» Work to be completed:
Some of the lines below need repeating. Reproduce exactly those between the lines holding "M197,1133L306,1157L373,1176" and "M347,667L324,421L384,99L392,0", inclusive.

Saved data entries:
***
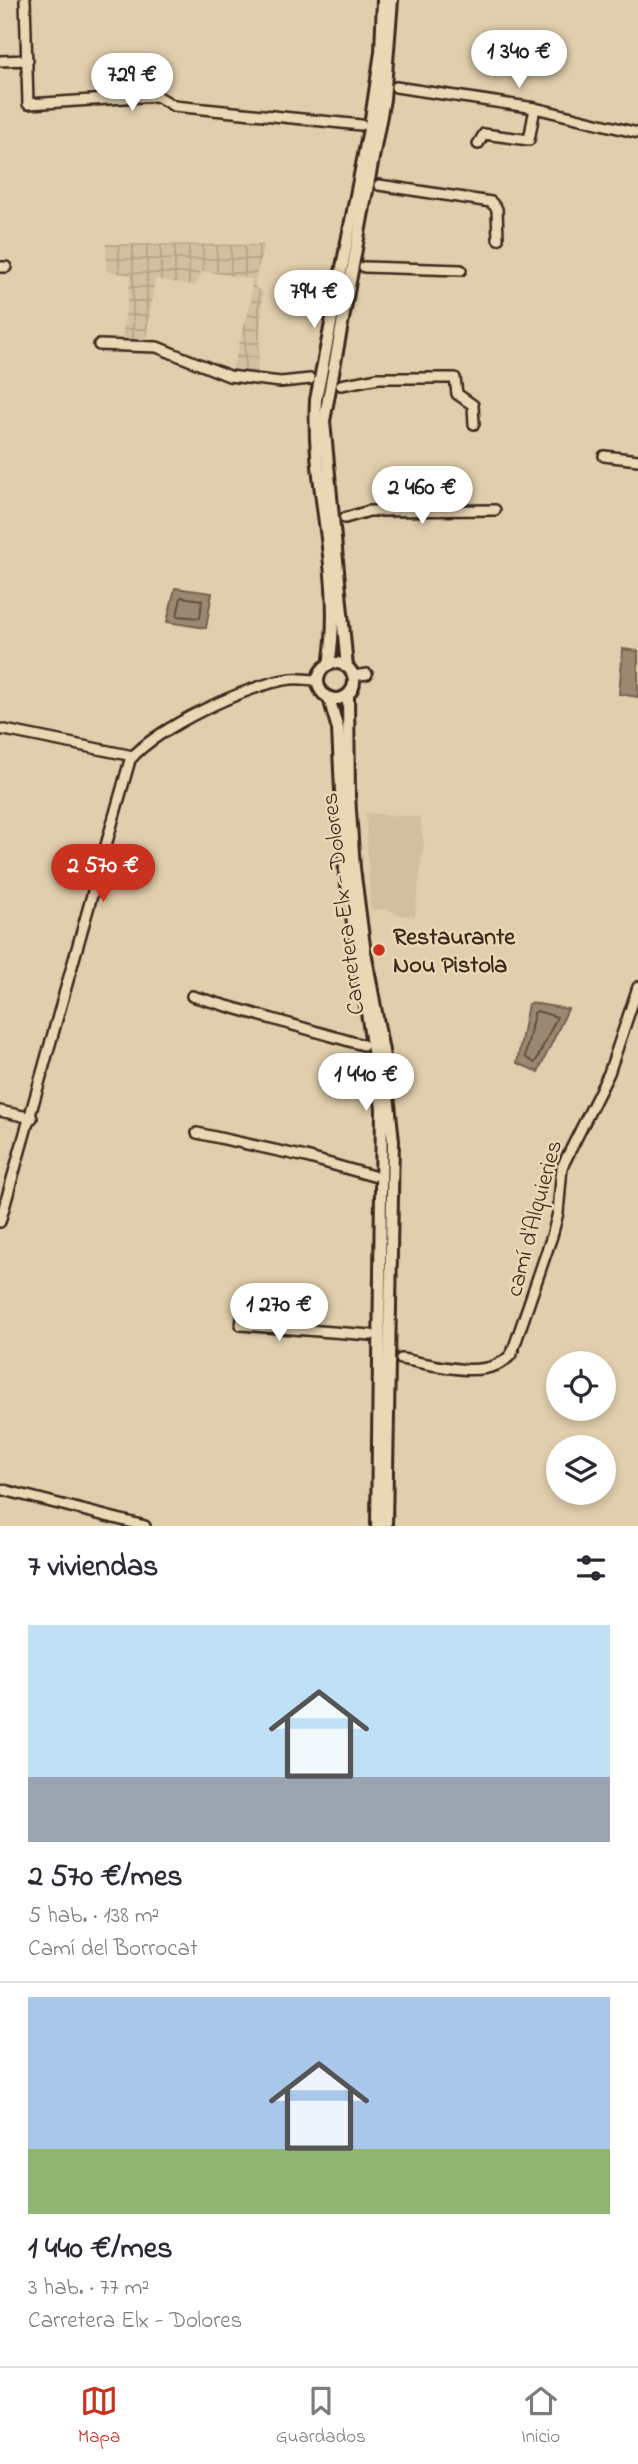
<!DOCTYPE html>
<html lang="es">
<head>
<meta charset="utf-8">
<style>
	body { margin:0; font-family:"Indie Flower",sans-serif; background:#f7f7f7; color:#2b2b33; height:100vh; display:flex; flex-direction:column; font-size:26px; white-space:nowrap }
	* { box-sizing:border-box; margin:0 }
	p { font-size:23px; color:#7c7c81 }
	.icon { flex:none; width:38px; height:38px; fill:none; stroke:currentColor; stroke-width:2; stroke-linecap:round; stroke-linejoin:round }
	.map { position:relative; height:1526px; overflow:hidden }
	.sheet { display:flex; flex-direction:column; background:#fff; flex:1 }
	.sheet>* { flex:none }
	.tools { position:absolute; left:546px; top:1351px; display:grid; gap:14px }
	.tools a { display:grid; place-items:center; width:70px; height:70px; border-radius:50%; background:#fff; box-shadow:0 4px 10px #0003; font-size:35px }
	.price { position:absolute; translate:-50% -60px; padding:0 16px; border-radius:24px; background:#fff; color:#222; font-size:23px; line-height:46px; filter:drop-shadow(0 2px 4px #0008) }
	.price::after { content:''; position:absolute; left:50%; top:42px; width:21px; height:16px; margin-left:-10px; background:inherit; clip-path:polygon(0 0,100% 0,50% 100%) }
	.price.current { background:#c8321e; color:#fff }
	ul { padding:0; list-style:none }
	li { display:grid; align-content:center; gap:14px; height:371px; padding:0 28px }
	li+li { border-top:2px solid #e1e1e2 }
	li span { display:grid; place-items:center; height:217px; border-radius:0px; color:#555 }
	li>.icon { margin-inline-start:auto }
	span .icon { width:126px; height:126px; fill:#fffc; stroke-width:1 }
	li b { font-size:30px }
	h2 { display:flex; justify-content:space-between; align-items:center; height:84px; padding:0 28px; font-size:30px }
	.tabs { display:flex; justify-content:space-around; align-items:center; height:98px; border-top:2px solid #e1e1e2; background:#fff; font-size:19px; color:#7c7c81 }
	.tabs a { display:grid; justify-items:center; gap:4px }
	.tabs .current { color:#c8321e }
	.map>svg:first-child { display:block }
	.built { fill:#d1bf9f }
	.industrial { fill:url(#industrial-grid) }
	.water { fill:#9a8870; stroke:#74624f; stroke-width:2 }
	.lines { fill:none; stroke-linecap:round; stroke-linejoin:round }
	.shore { stroke:#61503f; stroke-width:2 }
	.minor-casing { stroke:#3b2a1e; stroke-width:14 }
	.major-casing { stroke:#3b2a1e; stroke-width:16 }
	.minor { stroke:#ead8b5; stroke-width:9 }
	.major { stroke:#ead8b5; stroke-width:10 }
	.poi-dot { fill:#c8321e; stroke:#ead8b5; stroke-width:2.5 }
	.labels { text-anchor:middle; stroke-width:5; stroke-linejoin:round; paint-order:stroke }
	.street-label { font-size:24px; fill:#3b2a1e; stroke:#ead8b5 }
	.poi-label { font-size:24px; font-weight:bold; fill:#3b2a1e; stroke:#ead8b5; text-anchor:start }
</style>
</head>
<body>
<div class="map">
<svg width="638" height="1526" viewBox="0 0 638 1526">
	<defs>
		<pattern id="industrial-grid" width="8" height="8" patternUnits="userSpaceOnUse" patternTransform="scale(1.75)"><rect width="8" height="8" fill="#d1bf9f"/><path d="M0 4h8M4 0v8" fill="none" stroke="#b4a488"/></pattern>
	</defs>
	<rect width="100%" height="100%" fill="#e0ceac"/>
	<filter id="ink" filterUnits="userSpaceOnUse"><feTurbulence type="fractalNoise" baseFrequency=".0143" numOctaves="2"/><feDisplacementMap in="SourceGraphic" scale="14" xChannelSelector="R" yChannelSelector="G"/><feConvolveMatrix kernelMatrix="1 2 1 2 8 2 1 2 1" color-interpolation-filters="sRGB"/></filter>
	<g filter="url(#ink)">
		<path class="built" d="M366,813L420,817L424,842L415,916L399,915L387,909L372,910L370,907Z"/>
		<path class="industrial" d="M106,244L264,245L255,281V287L263,292L257,377L231,374L251,302L252,279L202,271L195,286L155,279L145,345H121L131,275L106,271Z"/>
		<path class="water" d="M175,588L212,593L206,628L167,622Z
			M623,649L638,651V697L619,694Z
			M532,1003L568,1009L538,1072L517,1063L528,1004Z"/>
		<g class="lines">
			<path class="shore" d="M181,597L202,600L200,618L177,616Z
				M537,1011L557,1017L535,1063L525,1057L534,1013Z"/>
			<g class="minor-casing">
				<path id="minor" d="M25,0L28,104L157,96L174,106L361,125
					M0,61L28,60
					M396,87L535,108L638,133
					M478,144L484,134L529,140L535,108
					M379,185L491,202L497,209L498,239
					M0,267H6
					M364,267L461,270
					M99,345L157,347L229,376L281,382L310,379
					M341,385L378,378H455L457,394L473,405L474,424
					M604,456L638,460
					M345,518L369,511L495,510
					M353,676L367,674
					M0,729L133,756
					M192,996L363,1045
					M0,1111L32,1118
					M197,1133L306,1157L373,1176
					M0,1222L130,760C154,729 251,683 291,679C300,678 310,680 318,680
					M245,1298L241,1325L371,1335
					M401,1359C433,1364 490,1383 512,1353L552,1236L558,1213L562,1167L609,1073L638,987
					M0,1489L145,1526"/>
			</g>
			<g class="major-casing">
				<path id="major" d="M318 681a18 18 0 1 1 36 0a18 18 0 1 1-36 0Z
					M329,665C344,576 311,488 316,400L371,119L381,52L383,0
					M347,667L324,421L384,99L392,0
					M348,695L349,796L354,868L364,946L384,1057L393,1141L386,1526
					M329,698L338,729L345,872L382,1108L377,1526"/>
			</g>
			<use href="#minor" class="minor"/>
			<use href="#major" class="major"/>
		</g>
	</g>
	<circle class="poi-dot" cx="379" cy="950" r="7"/>
	<g class="labels">
		<g class="street-label">
			<text transform="translate(342 904) rotate(-97)" y="8">Carretera Elx - Dolores</text>
			<text transform="translate(533 1218) rotate(-75)" y="8">camí d'Alquieries</text>
		</g>
		<g class="poi-label">
			<text x="393" y="944">Restaurante<tspan x="393" dy="28">Nou Pistola</tspan></text>
		</g>
	</g>
</svg>
<div class="tools">
<a><svg class="icon" aria-label="locate" viewBox="0 0 24 24"><circle cx="12" cy="12" r="6"/><path d="M12 2v4M12 18v4M2 12h4M18 12h4"/></svg></a>
<a><svg class="icon" aria-label="layers" viewBox="0 0 24 24"><path d="M12 4l9 5-9 5-9-5zM3 14l9 5 9-5"/></svg></a>
</div>
<b class="price" style="left:519px;top:90px">1 340 €</b>
<b class="price" style="left:132px;top:113px">729 €</b>
<b class="price" style="left:314px;top:330px">794 €</b>
<b class="price" style="left:422px;top:526px">2 460 €</b>
<b class="price current" style="left:103px;top:904px">2 570 €</b>
<b class="price" style="left:366px;top:1113px">1 440 €</b>
<b class="price" style="left:279px;top:1343px">1 270 €</b>
</div>
<section class="sheet">
<h2>7 viviendas<svg class="icon" aria-label="filters" viewBox="0 0 24 24"><path d="M4 7h16M4 17h16"/><circle cx="9" cy="7" r="2"/><circle cx="15" cy="17" r="2"/></svg></h2>
<ul>
<li><span style="background:linear-gradient(#bfe0f5 70%,#9aa5b1 0)"><svg class="icon" aria-label="home" viewBox="0 0 24 24"><path d="M3 11l9-7 9 7M6 9v11h12V9"/></svg></span><div><b>2 570 €/mes</b><p>5 hab. · 138 m²</p><p>Camí del Borrocat</p></div></li>
<li><span style="background:linear-gradient(#a9c7e8 70%,#8fb573 0)"><svg class="icon" aria-label="home" viewBox="0 0 24 24"><path d="M3 11l9-7 9 7M6 9v11h12V9"/></svg></span><div><b>1 440 €/mes</b><p>3 hab. · 77 m²</p><p>Carretera Elx - Dolores</p></div></li>
</ul>
</section>
<nav class="tabs">
<a class="current"><svg class="icon" aria-label="map" viewBox="0 0 24 24"><path d="M3 6l6-2 6 2 6-2v14l-6 2-6-2-6 2zM9 4v14M15 6v14"/></svg>Mapa</a>
<a><svg class="icon" aria-label="saved" viewBox="0 0 24 24"><path d="M7 4h10v16l-5-4-5 4z"/></svg>Guardados</a>
<a><svg class="icon" aria-label="home" viewBox="0 0 24 24"><path d="M3 11l9-7 9 7M6 9v11h12V9"/></svg>Inicio</a>
</nav>
</body>
</html>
***
» Task solution:
					M197,1133L306,1157L373,1176
					M0,1222L130,760C154,729 251,683 291,679C300,678 310,680 318,680
					M245,1298L241,1325L371,1335
					M401,1359C433,1364 490,1383 512,1353L552,1236L558,1213L562,1167L609,1073L638,987
					M0,1489L145,1526"/>
			</g>
			<g class="major-casing">
				<path id="major" d="M318 681a18 18 0 1 1 36 0a18 18 0 1 1-36 0Z
					M329,665C344,576 311,488 316,400L371,119L381,52L383,0
					M347,667L324,421L384,99L392,0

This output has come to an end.